**Requirement**
If any record holds an image, omit the image and print the rest exactly.

**Provided records**
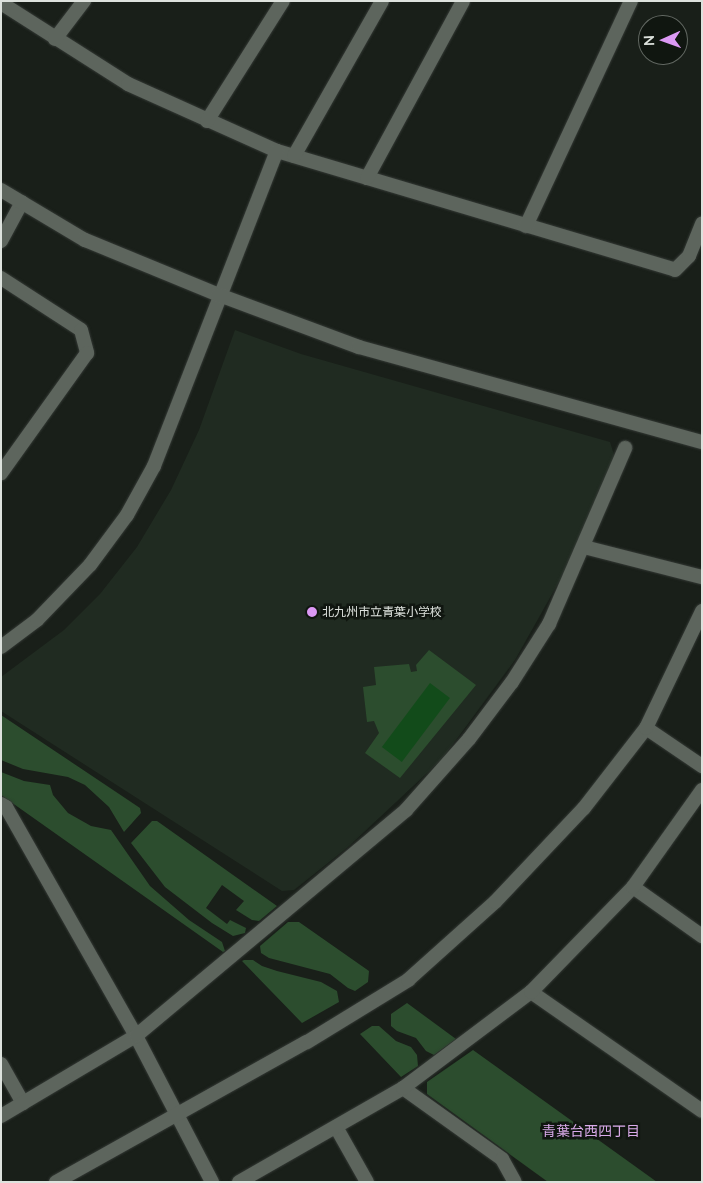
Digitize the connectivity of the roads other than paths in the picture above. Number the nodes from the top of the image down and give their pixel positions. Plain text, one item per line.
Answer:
1 (84, 1) edge
2 (283, 1) edge
3 (382, 1) edge
4 (463, 1) edge
5 (631, 1) edge
6 (1, 3) edge
7 (55, 39) junction
8 (207, 120) junction
9 (277, 151) junction
10 (294, 156) junction
11 (367, 178) junction
12 (1, 190) edge
13 (22, 202) junction
14 (702, 223) edge
15 (526, 226) junction
16 (1, 241) edge
17 (1, 278) edge
18 (219, 295) junction
19 (702, 442) edge
20 (625, 448) dead end
21 (1, 473) edge
22 (584, 547) junction
23 (702, 577) edge
24 (702, 611) edge
25 (3, 643) edge
26 (646, 728) junction
27 (702, 766) edge
28 (702, 790) edge
29 (1, 804) edge
30 (633, 887) junction
31 (702, 936) edge
32 (531, 992) junction
33 (136, 1036) junction
34 (1, 1064) edge
35 (403, 1088) junction
36 (23, 1103) junction
37 (702, 1111) edge
38 (177, 1114) junction
39 (1, 1116) edge
40 (336, 1127) junction
41 (56, 1182) edge
42 (212, 1182) edge
43 (239, 1182) edge
44 (367, 1182) edge
45 (515, 1182) edge

1 - 7 street
2 - 8 street
3 - 10 street
4 - 11 street
5 - 15 street
6 - 7 street
7 - 8 street
8 - 9 street
9 - 10 street
9 - 18 street
10 - 11 street
11 - 15 street
12 - 13 street
13 - 16 street
13 - 18 street
14 - 15 street
17 - 21 street
18 - 19 street
18 - 25 street
20 - 22 street
22 - 23 street
22 - 33 street
24 - 26 street
26 - 27 street
26 - 38 street
28 - 30 street
29 - 33 street
30 - 31 street
30 - 32 street
32 - 35 street
32 - 37 street
33 - 36 street
33 - 38 street
34 - 36 street
35 - 40 street
35 - 45 street
36 - 39 street
38 - 41 street
38 - 42 street
40 - 43 street
40 - 44 street

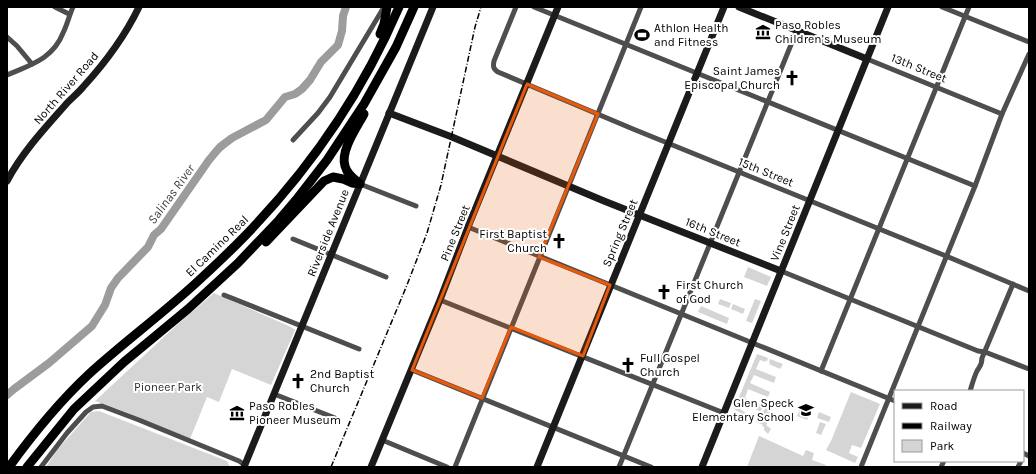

**Written answer**
Digitize the connectivity of the roads other than paths in the picture above. Number the nodes from the top of the image down and give their pixel positions. Plain text, one item per line.
Answer:
1 (84, 1) edge
2 (283, 1) edge
3 (382, 1) edge
4 (463, 1) edge
5 (631, 1) edge
6 (1, 3) edge
7 (55, 39) junction
8 (207, 120) junction
9 (277, 151) junction
10 (294, 156) junction
11 (367, 178) junction
12 (1, 190) edge
13 (22, 202) junction
14 (702, 223) edge
15 (526, 226) junction
16 (1, 241) edge
17 (1, 278) edge
18 (219, 295) junction
19 (702, 442) edge
20 (625, 448) dead end
21 (1, 473) edge
22 (584, 547) junction
23 (702, 577) edge
24 (702, 611) edge
25 (3, 643) edge
26 (646, 728) junction
27 (702, 766) edge
28 (702, 790) edge
29 (1, 804) edge
30 (633, 887) junction
31 (702, 936) edge
32 (531, 992) junction
33 (136, 1036) junction
34 (1, 1064) edge
35 (403, 1088) junction
36 (23, 1103) junction
37 (702, 1111) edge
38 (177, 1114) junction
39 (1, 1116) edge
40 (336, 1127) junction
41 (56, 1182) edge
42 (212, 1182) edge
43 (239, 1182) edge
44 (367, 1182) edge
45 (515, 1182) edge

1 - 7 street
2 - 8 street
3 - 10 street
4 - 11 street
5 - 15 street
6 - 7 street
7 - 8 street
8 - 9 street
9 - 10 street
9 - 18 street
10 - 11 street
11 - 15 street
12 - 13 street
13 - 16 street
13 - 18 street
14 - 15 street
17 - 21 street
18 - 19 street
18 - 25 street
20 - 22 street
22 - 23 street
22 - 33 street
24 - 26 street
26 - 27 street
26 - 38 street
28 - 30 street
29 - 33 street
30 - 31 street
30 - 32 street
32 - 35 street
32 - 37 street
33 - 36 street
33 - 38 street
34 - 36 street
35 - 40 street
35 - 45 street
36 - 39 street
38 - 41 street
38 - 42 street
40 - 43 street
40 - 44 street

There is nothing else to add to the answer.